Local health officials weigh in on COVID-19 booster shots
ROCHESTER, N.Y. (WHEC) — If you’ve had your coronavirus shots, it may soon be time for you to get another shot.
On Wednesday, President Biden announced plans to offer COVID-19 vaccine “booster” shots to provide more protection to people who’ve been vaccinated.
“In fact, I’m getting in line for my additional dose in the next couple days,” said Trillium Health founder Bill Valenti.
Valenti said it’s been becoming clear for a while that a booster dose of COVID vaccine might be necessary for better protection and he cheered the news from President Biden.
“The plan is for every adult to get a booster shot eight months after you got your second shot,” the president said.
Under the plan, people who’ve gotten both injections of Pfizer’s or Moderna’s coronavirus vaccines can start getting a third dose starting Sept. 20. Plans for similarly boosting the one-shot Johnson & Johnson vaccine are still under consideration.
Valenti predicted that, eventually, the standard would likely become three shots for the Pfizer and Moderna vaccines and two shots for the J&J and that as the highly contagious “delta” variant of COVID sends increasing numbers of people to the hospital, including “breakthrough cases” of those who’ve already been vaccinated, that extra shot will do more to stop the spread.
“We would do better at fighting off these variants with this third injection,” Valenti explained, “because it gives you such high levels of antibody to protect you from, not only the current strain, the delta strain, but likely strains that come afterward.”

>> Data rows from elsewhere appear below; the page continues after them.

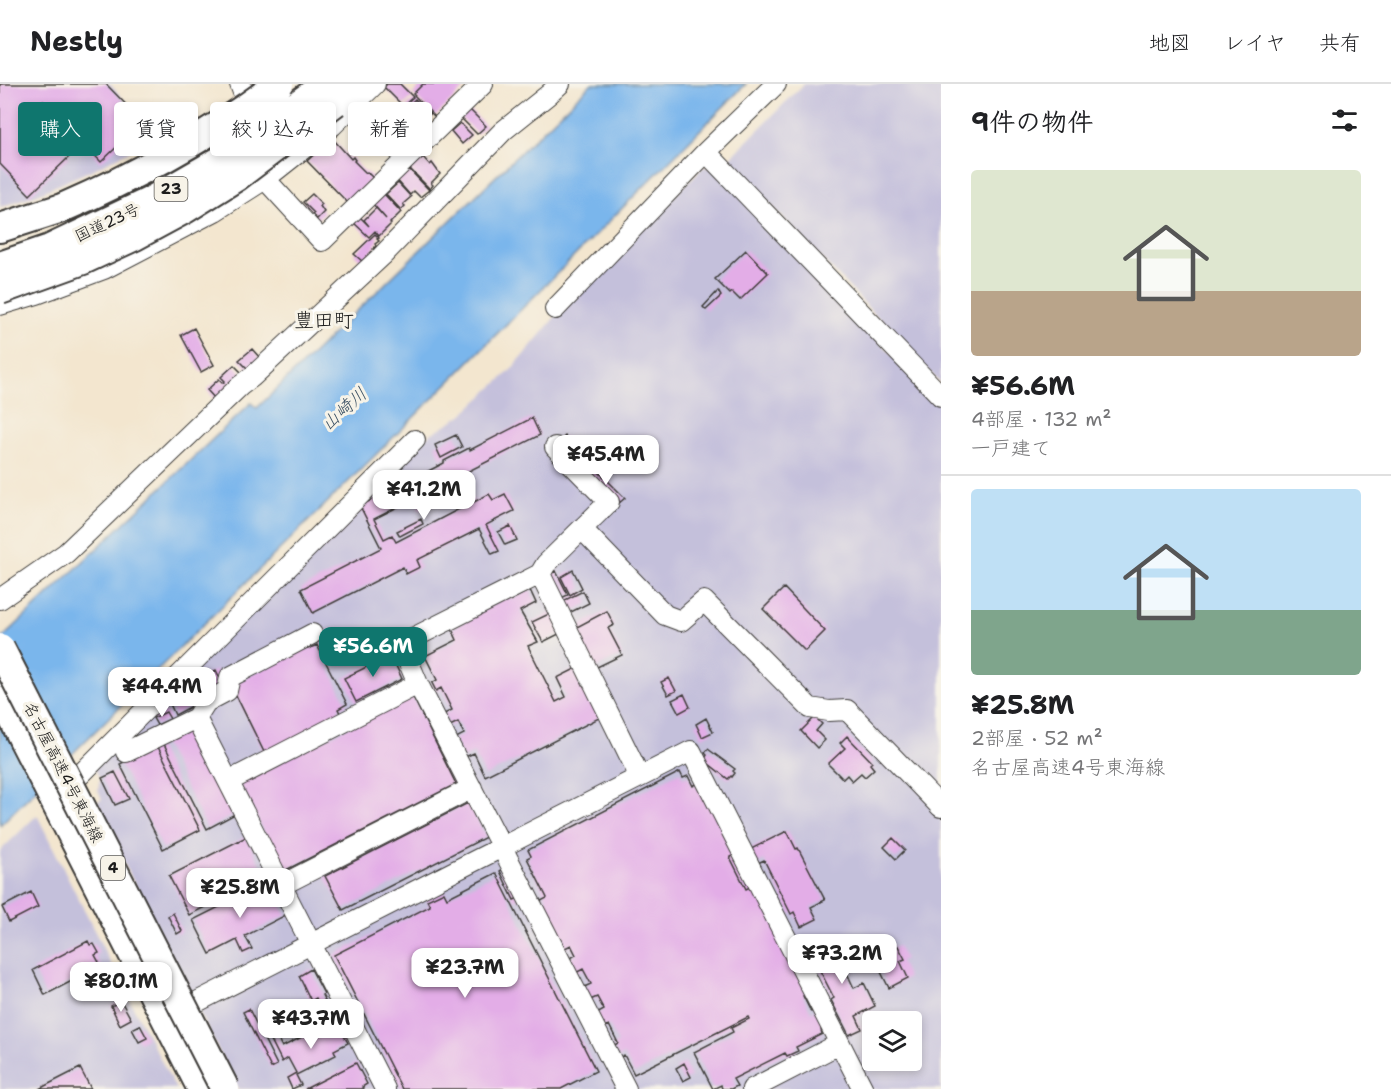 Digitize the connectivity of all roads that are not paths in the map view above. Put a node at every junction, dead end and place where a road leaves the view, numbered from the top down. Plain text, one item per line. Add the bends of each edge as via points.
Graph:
1 (279, 84) edge
2 (300, 84) edge
3 (375, 84) edge
4 (483, 84) edge
5 (560, 84) edge
6 (776, 84) edge
7 (248, 88) edge
8 (338, 90) edge
9 (230, 102) edge
10 (210, 115) edge
11 (706, 152) junction
12 (252, 156) edge
13 (264, 179) junction
14 (0, 219) edge
15 (0, 228) edge
16 (0, 249) edge
17 (0, 266) edge
18 (0, 290) edge
19 (0, 305) edge
20 (555, 309) dead end
21 (941, 396) edge
22 (415, 440) dead end
23 (555, 447) dead end
24 (582, 529) junction
25 (540, 573) junction
26 (0, 598) edge
27 (312, 634) dead end
28 (0, 648) edge
29 (418, 684) junction
30 (0, 692) edge
31 (196, 718) junction
32 (126, 752) dead end
33 (640, 777) junction
34 (229, 781) junction
35 (471, 788) junction
36 (66, 789) dead end
37 (941, 807) edge
38 (502, 847) junction
39 (282, 885) junction
40 (311, 944) junction
41 (177, 1012) dead end
42 (839, 1044) junction
43 (202, 1089) edge
44 (225, 1089) edge
45 (385, 1089) edge
46 (626, 1089) edge
47 (752, 1089) edge
48 (863, 1089) edge

1 - 15 highway, bridge via 249,106 110,187
2 - 16 highway, 国道23号 / 23 via 216,146 132,194
3 - 13 street via 332,126
4 - 13 street via 322,241
5 - 26 street via 503,131 382,256 66,554
6 - 11 street
7 - 9 street
8 - 17 highway, 国道23号 / 23, bridge via 149,202 50,249
8 - 18 highway, bridge via 236,177 184,209 83,260
10 - 14 street via 118,169
11 - 20 street
11 - 21 street
12 - 13 street
13 - 19 street via 215,211 104,269
22 - 36 street
23 - 24 street via 609,502
24 - 25 street
24 - 37 street via 665,615 681,621 704,601 810,708 848,710
25 - 29 street via 401,644
25 - 33 street
27 - 31 street via 230,677 227,691 206,702
28 - 44 highway, 名古屋高速4号東海線 / 4, bridge
29 - 34 street
29 - 35 street
30 - 43 highway, 名古屋高速4号東海線 / 4
31 - 32 street
31 - 34 street
33 - 38 street
33 - 42 street via 691,751
34 - 39 street
35 - 38 street
35 - 39 street
38 - 40 street
38 - 46 street
39 - 40 street
40 - 41 street
40 - 45 street
42 - 47 street
42 - 48 street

At the same time, organizations like Trillium and Common Ground Health are seeing growing numbers of people line up to get that first coronavirus shot, like a pop-up clinic at the Rochester transit center on Wednesday.
After months of vaccination numbers going down, health workers say they’re now seeing a slow turnaround.

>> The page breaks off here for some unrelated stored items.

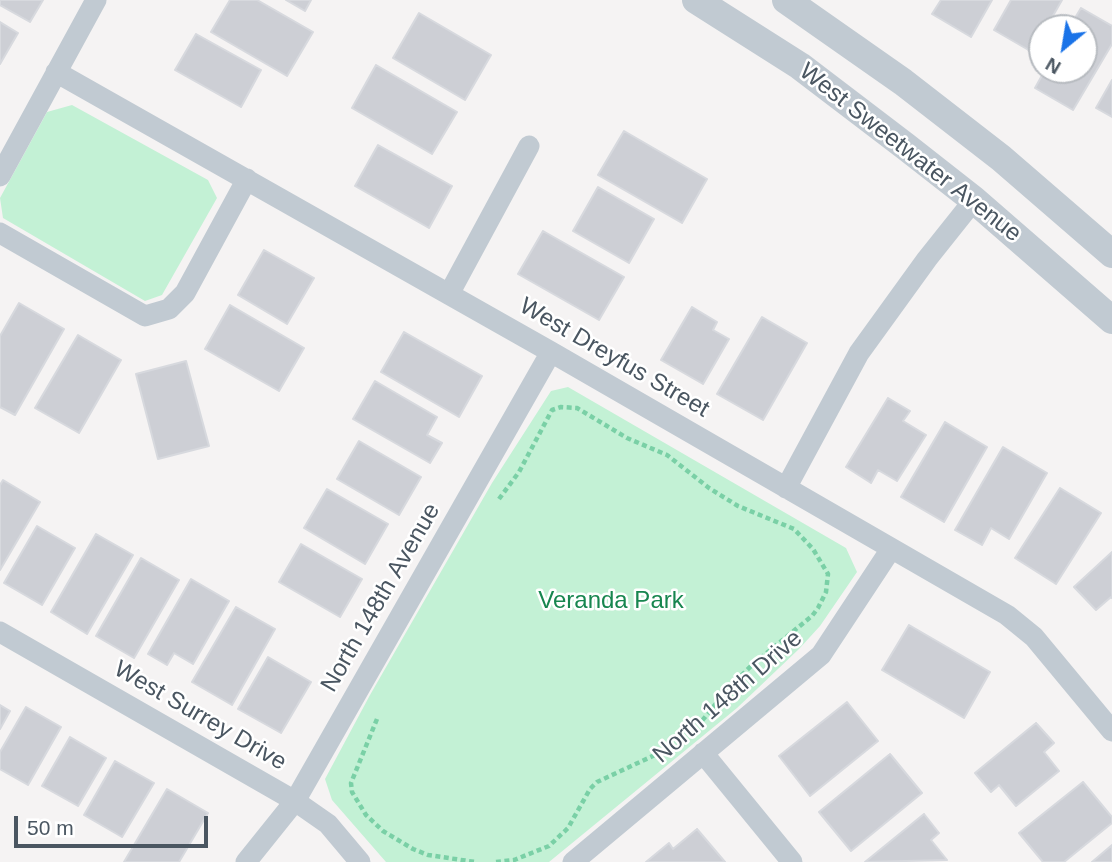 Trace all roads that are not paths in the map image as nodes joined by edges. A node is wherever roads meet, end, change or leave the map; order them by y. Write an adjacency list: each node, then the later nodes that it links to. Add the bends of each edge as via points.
1 (96, 0): 4 (street)
2 (696, 0): 8 (street, West Sweetwater Avenue, via 800,66)
3 (786, 0): 10 (street, West Sweetwater Avenue, via 990,149)
4 (57, 72): 6 (street); 7 (street, West Dreyfus Street)
5 (529, 146): 11 (street)
6 (0, 176)
7 (247, 179): 9 (street, via 185,293 169,309 145,316); 11 (street, West Dreyfus Street)
8 (974, 200): 12 (street, West Sweetwater Avenue); 14 (street, via 859,353)
9 (0, 233)
10 (1112, 254)
11 (449, 294): 13 (street, West Dreyfus Street)
12 (1112, 320)
13 (551, 352): 14 (street, West Dreyfus Street); 19 (street, North 148th Avenue)
14 (786, 488): 15 (street, West Dreyfus Street)
15 (891, 549): 17 (street, West Dreyfus Street, via 1007,615 1034,637); 18 (street, North 148th Drive, via 821,655)
16 (0, 632): 19 (street, West Surrey Drive)
17 (1112, 731)
18 (704, 753): 22 (street, North 148th Drive); 23 (street)
19 (295, 801): 20 (street, North 148th Avenue); 21 (street, West Surrey Drive, via 328,824)
20 (246, 862)
21 (360, 862)
22 (573, 862)
23 (792, 862)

“Some people are having it as a requirement to go to school, back to school sports and things like that,” said Common Ground Health Chief Medical Officer Linda Clark, “I think there’s also a little fear of some of these variants of concern, most notably the Delta right now. I think some people have had some increased concern and went ahead and decided to get vaccinated.”
Valenti said patients he calls the “vaccine-hesitant” have been watching the news too and he’s had hopeful conversations with growing numbers of skeptical patients.
“People are responding to the increase in the numbers of infections,” he said, “and because we are seeing almost a doubling in a week of a number of people coming in for vaccination.”
Clark said she too has seen a gradual process in winning patients over.
“It doesn’t look as splashy as 1,000 people getting vaccinated a day,” she said. “But sometimes, when you have a day of vaccinations and you have 25, you feel really satisfied because do you understand that these are folks that needed some more information.”